■ **Try it**
Return the records exactly, with nothing added.

■ **Excerpted data**
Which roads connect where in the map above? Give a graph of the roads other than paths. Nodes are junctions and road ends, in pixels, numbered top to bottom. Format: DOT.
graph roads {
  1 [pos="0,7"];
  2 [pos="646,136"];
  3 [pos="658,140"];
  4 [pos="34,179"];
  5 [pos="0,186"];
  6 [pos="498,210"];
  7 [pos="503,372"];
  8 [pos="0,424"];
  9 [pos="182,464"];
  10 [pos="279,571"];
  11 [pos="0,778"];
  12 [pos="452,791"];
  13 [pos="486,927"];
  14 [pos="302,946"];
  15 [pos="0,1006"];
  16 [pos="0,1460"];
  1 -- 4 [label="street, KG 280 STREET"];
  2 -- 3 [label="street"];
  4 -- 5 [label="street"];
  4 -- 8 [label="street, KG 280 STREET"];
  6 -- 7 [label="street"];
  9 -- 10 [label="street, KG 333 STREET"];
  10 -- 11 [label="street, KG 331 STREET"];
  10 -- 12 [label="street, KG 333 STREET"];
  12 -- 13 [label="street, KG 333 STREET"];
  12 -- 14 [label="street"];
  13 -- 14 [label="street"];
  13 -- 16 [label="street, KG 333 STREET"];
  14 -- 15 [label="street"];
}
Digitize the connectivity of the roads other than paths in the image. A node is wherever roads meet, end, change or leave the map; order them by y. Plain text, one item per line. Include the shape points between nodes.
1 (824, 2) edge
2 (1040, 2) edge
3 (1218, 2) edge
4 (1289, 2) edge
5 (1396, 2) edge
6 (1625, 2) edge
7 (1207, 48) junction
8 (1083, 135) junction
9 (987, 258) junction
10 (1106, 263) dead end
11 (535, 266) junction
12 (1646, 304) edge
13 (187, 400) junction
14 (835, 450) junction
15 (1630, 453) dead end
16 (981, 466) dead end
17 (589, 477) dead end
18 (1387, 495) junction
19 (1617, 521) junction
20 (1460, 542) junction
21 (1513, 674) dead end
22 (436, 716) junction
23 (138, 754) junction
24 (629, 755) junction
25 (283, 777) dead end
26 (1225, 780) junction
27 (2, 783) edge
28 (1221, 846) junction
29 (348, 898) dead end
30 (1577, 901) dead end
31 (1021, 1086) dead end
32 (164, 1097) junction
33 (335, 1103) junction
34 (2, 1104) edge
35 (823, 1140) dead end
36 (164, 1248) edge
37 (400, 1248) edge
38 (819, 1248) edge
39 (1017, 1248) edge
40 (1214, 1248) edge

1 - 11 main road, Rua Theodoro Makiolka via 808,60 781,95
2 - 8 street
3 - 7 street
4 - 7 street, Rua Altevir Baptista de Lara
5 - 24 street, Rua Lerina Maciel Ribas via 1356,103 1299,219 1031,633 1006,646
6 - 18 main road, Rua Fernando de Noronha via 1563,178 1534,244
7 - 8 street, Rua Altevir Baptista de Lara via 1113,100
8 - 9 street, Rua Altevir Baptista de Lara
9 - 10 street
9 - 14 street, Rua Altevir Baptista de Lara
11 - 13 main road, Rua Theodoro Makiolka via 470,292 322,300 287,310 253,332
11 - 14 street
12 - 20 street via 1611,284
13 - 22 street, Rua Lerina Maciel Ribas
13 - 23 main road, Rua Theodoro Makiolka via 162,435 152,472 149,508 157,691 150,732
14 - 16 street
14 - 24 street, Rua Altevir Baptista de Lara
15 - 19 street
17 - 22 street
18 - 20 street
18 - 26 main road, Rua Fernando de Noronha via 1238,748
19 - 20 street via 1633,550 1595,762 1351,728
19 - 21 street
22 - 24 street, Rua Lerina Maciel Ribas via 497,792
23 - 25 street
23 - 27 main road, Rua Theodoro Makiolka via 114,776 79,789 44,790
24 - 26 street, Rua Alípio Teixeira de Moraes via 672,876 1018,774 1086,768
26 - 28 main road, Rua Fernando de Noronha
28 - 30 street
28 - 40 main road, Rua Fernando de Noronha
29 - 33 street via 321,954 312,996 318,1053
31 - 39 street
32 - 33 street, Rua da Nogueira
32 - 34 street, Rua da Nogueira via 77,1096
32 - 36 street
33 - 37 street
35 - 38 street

■ **Output for this task**
Which roads connect where in the map above? Give a graph of the roads other than paths. Nodes are junctions and road ends, in pixels, numbered top to bottom. Format: DOT.
graph roads {
  1 [pos="0,7"];
  2 [pos="646,136"];
  3 [pos="658,140"];
  4 [pos="34,179"];
  5 [pos="0,186"];
  6 [pos="498,210"];
  7 [pos="503,372"];
  8 [pos="0,424"];
  9 [pos="182,464"];
  10 [pos="279,571"];
  11 [pos="0,778"];
  12 [pos="452,791"];
  13 [pos="486,927"];
  14 [pos="302,946"];
  15 [pos="0,1006"];
  16 [pos="0,1460"];
  1 -- 4 [label="street, KG 280 STREET"];
  2 -- 3 [label="street"];
  4 -- 5 [label="street"];
  4 -- 8 [label="street, KG 280 STREET"];
  6 -- 7 [label="street"];
  9 -- 10 [label="street, KG 333 STREET"];
  10 -- 11 [label="street, KG 331 STREET"];
  10 -- 12 [label="street, KG 333 STREET"];
  12 -- 13 [label="street, KG 333 STREET"];
  12 -- 14 [label="street"];
  13 -- 14 [label="street"];
  13 -- 16 [label="street, KG 333 STREET"];
  14 -- 15 [label="street"];
}
Digitize the connectivity of the roads other than paths in the image. A node is wherever roads meet, end, change or leave the map; order them by y. Plain text, one item per line. Include the shape points between nodes.
1 (824, 2) edge
2 (1040, 2) edge
3 (1218, 2) edge
4 (1289, 2) edge
5 (1396, 2) edge
6 (1625, 2) edge
7 (1207, 48) junction
8 (1083, 135) junction
9 (987, 258) junction
10 (1106, 263) dead end
11 (535, 266) junction
12 (1646, 304) edge
13 (187, 400) junction
14 (835, 450) junction
15 (1630, 453) dead end
16 (981, 466) dead end
17 (589, 477) dead end
18 (1387, 495) junction
19 (1617, 521) junction
20 (1460, 542) junction
21 (1513, 674) dead end
22 (436, 716) junction
23 (138, 754) junction
24 (629, 755) junction
25 (283, 777) dead end
26 (1225, 780) junction
27 (2, 783) edge
28 (1221, 846) junction
29 (348, 898) dead end
30 (1577, 901) dead end
31 (1021, 1086) dead end
32 (164, 1097) junction
33 (335, 1103) junction
34 (2, 1104) edge
35 (823, 1140) dead end
36 (164, 1248) edge
37 (400, 1248) edge
38 (819, 1248) edge
39 (1017, 1248) edge
40 (1214, 1248) edge

1 - 11 main road, Rua Theodoro Makiolka via 808,60 781,95
2 - 8 street
3 - 7 street
4 - 7 street, Rua Altevir Baptista de Lara
5 - 24 street, Rua Lerina Maciel Ribas via 1356,103 1299,219 1031,633 1006,646
6 - 18 main road, Rua Fernando de Noronha via 1563,178 1534,244
7 - 8 street, Rua Altevir Baptista de Lara via 1113,100
8 - 9 street, Rua Altevir Baptista de Lara
9 - 10 street
9 - 14 street, Rua Altevir Baptista de Lara
11 - 13 main road, Rua Theodoro Makiolka via 470,292 322,300 287,310 253,332
11 - 14 street
12 - 20 street via 1611,284
13 - 22 street, Rua Lerina Maciel Ribas
13 - 23 main road, Rua Theodoro Makiolka via 162,435 152,472 149,508 157,691 150,732
14 - 16 street
14 - 24 street, Rua Altevir Baptista de Lara
15 - 19 street
17 - 22 street
18 - 20 street
18 - 26 main road, Rua Fernando de Noronha via 1238,748
19 - 20 street via 1633,550 1595,762 1351,728
19 - 21 street
22 - 24 street, Rua Lerina Maciel Ribas via 497,792
23 - 25 street
23 - 27 main road, Rua Theodoro Makiolka via 114,776 79,789 44,790
24 - 26 street, Rua Alípio Teixeira de Moraes via 672,876 1018,774 1086,768
26 - 28 main road, Rua Fernando de Noronha
28 - 30 street
28 - 40 main road, Rua Fernando de Noronha
29 - 33 street via 321,954 312,996 318,1053
31 - 39 street
32 - 33 street, Rua da Nogueira
32 - 34 street, Rua da Nogueira via 77,1096
32 - 36 street
33 - 37 street
35 - 38 street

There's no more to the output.